# What you have to do:
Present the following data again exactly as it is shown.

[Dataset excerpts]

---------------

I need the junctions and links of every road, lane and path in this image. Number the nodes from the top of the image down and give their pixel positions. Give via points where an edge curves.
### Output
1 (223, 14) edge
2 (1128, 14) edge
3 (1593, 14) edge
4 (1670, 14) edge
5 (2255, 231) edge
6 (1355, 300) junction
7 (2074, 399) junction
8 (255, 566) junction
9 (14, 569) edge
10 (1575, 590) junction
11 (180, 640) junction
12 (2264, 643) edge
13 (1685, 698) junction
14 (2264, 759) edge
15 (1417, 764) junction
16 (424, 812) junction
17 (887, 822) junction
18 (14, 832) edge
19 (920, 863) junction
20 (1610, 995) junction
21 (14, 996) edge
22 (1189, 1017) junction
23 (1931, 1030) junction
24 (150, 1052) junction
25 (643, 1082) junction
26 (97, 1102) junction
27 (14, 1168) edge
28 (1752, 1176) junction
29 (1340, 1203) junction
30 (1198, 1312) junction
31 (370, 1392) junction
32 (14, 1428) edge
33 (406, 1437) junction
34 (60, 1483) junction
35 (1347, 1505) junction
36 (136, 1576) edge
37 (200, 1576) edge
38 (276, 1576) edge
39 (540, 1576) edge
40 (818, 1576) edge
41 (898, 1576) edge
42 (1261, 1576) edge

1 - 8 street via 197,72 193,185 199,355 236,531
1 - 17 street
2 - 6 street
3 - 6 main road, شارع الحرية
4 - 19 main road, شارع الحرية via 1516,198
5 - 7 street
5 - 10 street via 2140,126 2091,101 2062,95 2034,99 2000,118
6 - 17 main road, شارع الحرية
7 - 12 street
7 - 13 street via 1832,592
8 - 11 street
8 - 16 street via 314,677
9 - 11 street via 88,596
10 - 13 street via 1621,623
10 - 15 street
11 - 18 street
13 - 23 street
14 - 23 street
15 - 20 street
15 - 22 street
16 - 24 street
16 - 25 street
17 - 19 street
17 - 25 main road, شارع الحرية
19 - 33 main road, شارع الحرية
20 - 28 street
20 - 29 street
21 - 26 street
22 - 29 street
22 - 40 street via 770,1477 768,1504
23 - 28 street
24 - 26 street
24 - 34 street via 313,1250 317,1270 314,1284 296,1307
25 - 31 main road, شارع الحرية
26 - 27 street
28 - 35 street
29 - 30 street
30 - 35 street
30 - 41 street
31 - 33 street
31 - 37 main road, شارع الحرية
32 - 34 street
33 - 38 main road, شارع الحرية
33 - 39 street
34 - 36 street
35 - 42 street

---------------

# The answer:
I need the junctions and links of every road, lane and path in this image. Number the nodes from the top of the image down and give their pixel positions. Give via points where an edge curves.
### Output
1 (223, 14) edge
2 (1128, 14) edge
3 (1593, 14) edge
4 (1670, 14) edge
5 (2255, 231) edge
6 (1355, 300) junction
7 (2074, 399) junction
8 (255, 566) junction
9 (14, 569) edge
10 (1575, 590) junction
11 (180, 640) junction
12 (2264, 643) edge
13 (1685, 698) junction
14 (2264, 759) edge
15 (1417, 764) junction
16 (424, 812) junction
17 (887, 822) junction
18 (14, 832) edge
19 (920, 863) junction
20 (1610, 995) junction
21 (14, 996) edge
22 (1189, 1017) junction
23 (1931, 1030) junction
24 (150, 1052) junction
25 (643, 1082) junction
26 (97, 1102) junction
27 (14, 1168) edge
28 (1752, 1176) junction
29 (1340, 1203) junction
30 (1198, 1312) junction
31 (370, 1392) junction
32 (14, 1428) edge
33 (406, 1437) junction
34 (60, 1483) junction
35 (1347, 1505) junction
36 (136, 1576) edge
37 (200, 1576) edge
38 (276, 1576) edge
39 (540, 1576) edge
40 (818, 1576) edge
41 (898, 1576) edge
42 (1261, 1576) edge

1 - 8 street via 197,72 193,185 199,355 236,531
1 - 17 street
2 - 6 street
3 - 6 main road, شارع الحرية
4 - 19 main road, شارع الحرية via 1516,198
5 - 7 street
5 - 10 street via 2140,126 2091,101 2062,95 2034,99 2000,118
6 - 17 main road, شارع الحرية
7 - 12 street
7 - 13 street via 1832,592
8 - 11 street
8 - 16 street via 314,677
9 - 11 street via 88,596
10 - 13 street via 1621,623
10 - 15 street
11 - 18 street
13 - 23 street
14 - 23 street
15 - 20 street
15 - 22 street
16 - 24 street
16 - 25 street
17 - 19 street
17 - 25 main road, شارع الحرية
19 - 33 main road, شارع الحرية
20 - 28 street
20 - 29 street
21 - 26 street
22 - 29 street
22 - 40 street via 770,1477 768,1504
23 - 28 street
24 - 26 street
24 - 34 street via 313,1250 317,1270 314,1284 296,1307
25 - 31 main road, شارع الحرية
26 - 27 street
28 - 35 street
29 - 30 street
30 - 35 street
30 - 41 street
31 - 33 street
31 - 37 main road, شارع الحرية
32 - 34 street
33 - 38 main road, شارع الحرية
33 - 39 street
34 - 36 street
35 - 42 street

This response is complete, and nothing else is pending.